July 25, 2018 by Jason Contant
A Quebec claims adjuster has been fined $4,000 for failing to inform an insured about an insurance carrier’s rights under the insurance policy, and for not promptly responding to emails from the insurer.
Philippe Morin was charged with two counts of negligence, first for failing to promptly report and respond to emails from insurer Wawanesa Mutual Insurance Company regarding the theft on Sept. 18, 2016 of a 2001 Wilderness trailer. He faced a second count of failing to ask the insured at the outset about whether the contents were stored in the trailer “permanently or temporarily,” and for not having the insured sign a “reservation of rights” agreement.
Whether the contents of the trailer were stored there “permanently or temporarily” is important because coverage may sometimes be covered under trailer insurance or under a home insurance policy, for example.
A reservation of rights agreement – also known as a non-waiver agreement – informs the insured that the carrier is investigating a claim, but reserves the right to deny the claim. It could also indicate that the investigation may take longer or there may be coverage exclusions, for example.

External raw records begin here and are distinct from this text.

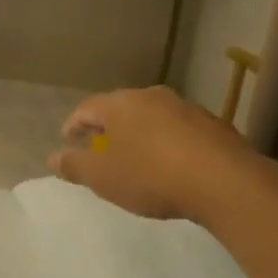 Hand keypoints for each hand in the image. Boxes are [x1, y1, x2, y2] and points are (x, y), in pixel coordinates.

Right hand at [48, 85, 261, 223]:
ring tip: (136, 155)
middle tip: (100, 147)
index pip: (86, 108)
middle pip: (120, 108)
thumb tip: (53, 156)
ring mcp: (184, 107)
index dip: (74, 124)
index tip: (68, 139)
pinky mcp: (212, 123)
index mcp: (119, 104)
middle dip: (107, 127)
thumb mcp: (103, 178)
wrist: (225, 181)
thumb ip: (75, 165)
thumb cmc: (152, 176)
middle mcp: (150, 96)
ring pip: (151, 116)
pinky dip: (167, 141)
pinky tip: (171, 161)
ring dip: (140, 132)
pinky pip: (179, 129) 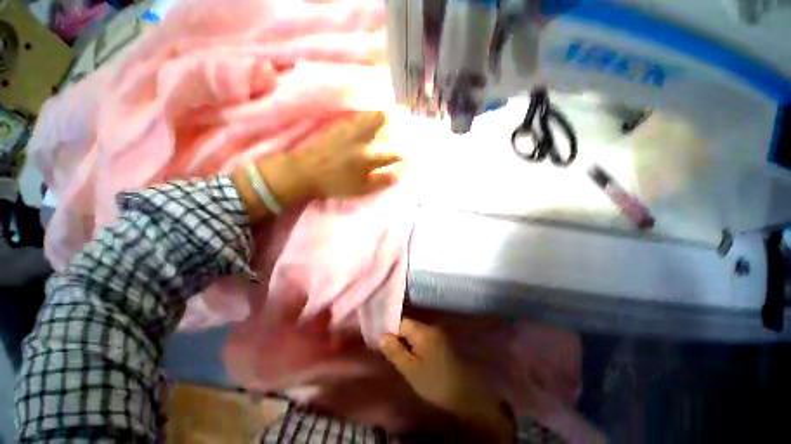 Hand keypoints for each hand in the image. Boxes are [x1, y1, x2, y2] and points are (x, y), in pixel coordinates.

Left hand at [289, 111, 401, 198]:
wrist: (305, 173)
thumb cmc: (335, 184)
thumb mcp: (360, 189)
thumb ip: (381, 182)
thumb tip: (398, 176)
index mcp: (367, 159)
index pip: (392, 154)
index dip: (404, 153)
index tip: (410, 153)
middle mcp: (360, 140)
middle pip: (380, 120)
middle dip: (394, 117)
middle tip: (402, 114)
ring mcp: (348, 130)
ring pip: (368, 115)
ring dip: (380, 113)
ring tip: (388, 112)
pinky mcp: (338, 127)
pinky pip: (356, 116)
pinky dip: (366, 114)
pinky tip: (367, 117)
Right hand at [379, 318, 514, 442]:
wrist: (466, 395)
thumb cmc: (435, 382)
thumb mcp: (410, 369)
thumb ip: (394, 351)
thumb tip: (381, 336)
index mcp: (423, 331)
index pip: (401, 321)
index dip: (390, 331)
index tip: (383, 344)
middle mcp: (431, 327)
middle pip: (408, 326)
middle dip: (398, 338)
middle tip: (391, 354)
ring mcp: (438, 334)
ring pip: (416, 333)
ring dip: (407, 343)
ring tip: (402, 358)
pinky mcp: (443, 343)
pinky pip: (424, 339)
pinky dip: (417, 346)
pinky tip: (415, 359) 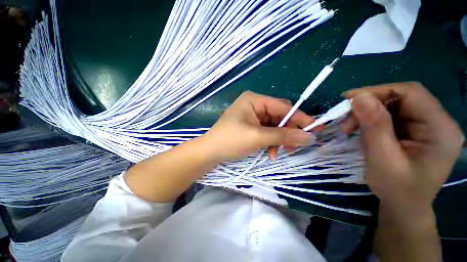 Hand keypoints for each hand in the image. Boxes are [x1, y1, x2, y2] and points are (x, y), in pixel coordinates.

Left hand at [204, 91, 315, 160]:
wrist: (210, 151)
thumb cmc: (230, 140)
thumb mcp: (258, 137)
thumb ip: (283, 136)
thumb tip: (309, 137)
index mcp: (254, 99)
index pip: (282, 107)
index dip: (300, 118)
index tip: (315, 128)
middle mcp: (254, 104)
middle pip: (279, 116)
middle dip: (287, 131)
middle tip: (296, 145)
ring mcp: (252, 115)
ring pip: (274, 126)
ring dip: (279, 139)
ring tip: (279, 152)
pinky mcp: (251, 125)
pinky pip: (267, 131)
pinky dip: (271, 142)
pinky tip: (270, 152)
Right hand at [342, 82, 463, 209]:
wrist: (404, 206)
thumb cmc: (396, 189)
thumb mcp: (382, 158)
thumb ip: (374, 126)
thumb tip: (358, 97)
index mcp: (441, 129)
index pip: (411, 93)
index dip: (378, 91)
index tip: (348, 99)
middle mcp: (439, 122)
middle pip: (402, 98)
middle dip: (370, 106)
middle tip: (346, 120)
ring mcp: (429, 126)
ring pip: (394, 106)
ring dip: (368, 114)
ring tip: (351, 128)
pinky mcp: (417, 131)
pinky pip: (392, 116)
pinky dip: (373, 121)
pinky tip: (363, 131) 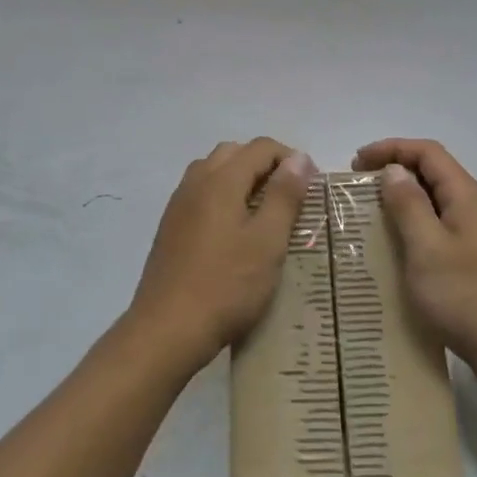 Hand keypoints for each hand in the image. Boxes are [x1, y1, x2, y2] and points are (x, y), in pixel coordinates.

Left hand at [127, 139, 316, 373]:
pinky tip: (233, 231)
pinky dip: (222, 197)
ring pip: (213, 171)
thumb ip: (284, 196)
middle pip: (234, 153)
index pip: (260, 147)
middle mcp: (196, 182)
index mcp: (221, 180)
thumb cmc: (226, 285)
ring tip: (263, 212)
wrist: (166, 330)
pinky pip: (200, 194)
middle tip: (288, 196)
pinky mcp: (170, 227)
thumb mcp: (267, 242)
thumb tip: (299, 158)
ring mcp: (178, 205)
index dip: (290, 158)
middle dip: (264, 164)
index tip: (309, 186)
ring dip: (240, 178)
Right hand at [354, 139, 476, 394]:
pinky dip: (415, 227)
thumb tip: (393, 170)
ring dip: (404, 201)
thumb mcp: (428, 250)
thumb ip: (409, 206)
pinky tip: (398, 249)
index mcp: (466, 196)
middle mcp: (476, 207)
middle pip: (433, 173)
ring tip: (371, 216)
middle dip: (395, 172)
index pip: (427, 152)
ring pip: (436, 202)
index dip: (391, 148)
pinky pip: (441, 229)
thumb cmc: (469, 298)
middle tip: (359, 189)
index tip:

It is intended to protect the insurer in a situation where the admissibility of the claim has not yet been confirmed.
In the absence of a reservation of rights document, the insurer could, by its conduct or even silence, be presumed to have waived an exclusion clause and be required to indemnify the insured or a third party.
Ultimately, the insurer applied an exclusion clause to deny coverage, although it is unclear if that was the ultimate outcome.
The adjuster pleaded guilty to the two counts and was fined $2,000 on each count.
In accepting the joint recommendation of $4,000 in penalties after the adjuster’s guilty plea, the disciplinary committee of the Chambre de l’assurance de dommages (ChAD), the regulatory body in Quebec for insurance adjusters, found that the fine falls “well within the range of penalties usually imposed for this type of offence.” The committee also took into consideration the respondent’s lack of disciplinary history, the absence of bad faith on this part, his guilty plea and the absence of prejudice to the adjuster.
It was also noted that the adjuster “learned a lesson” from the disciplinary process and “the risk of re-offending is nil.”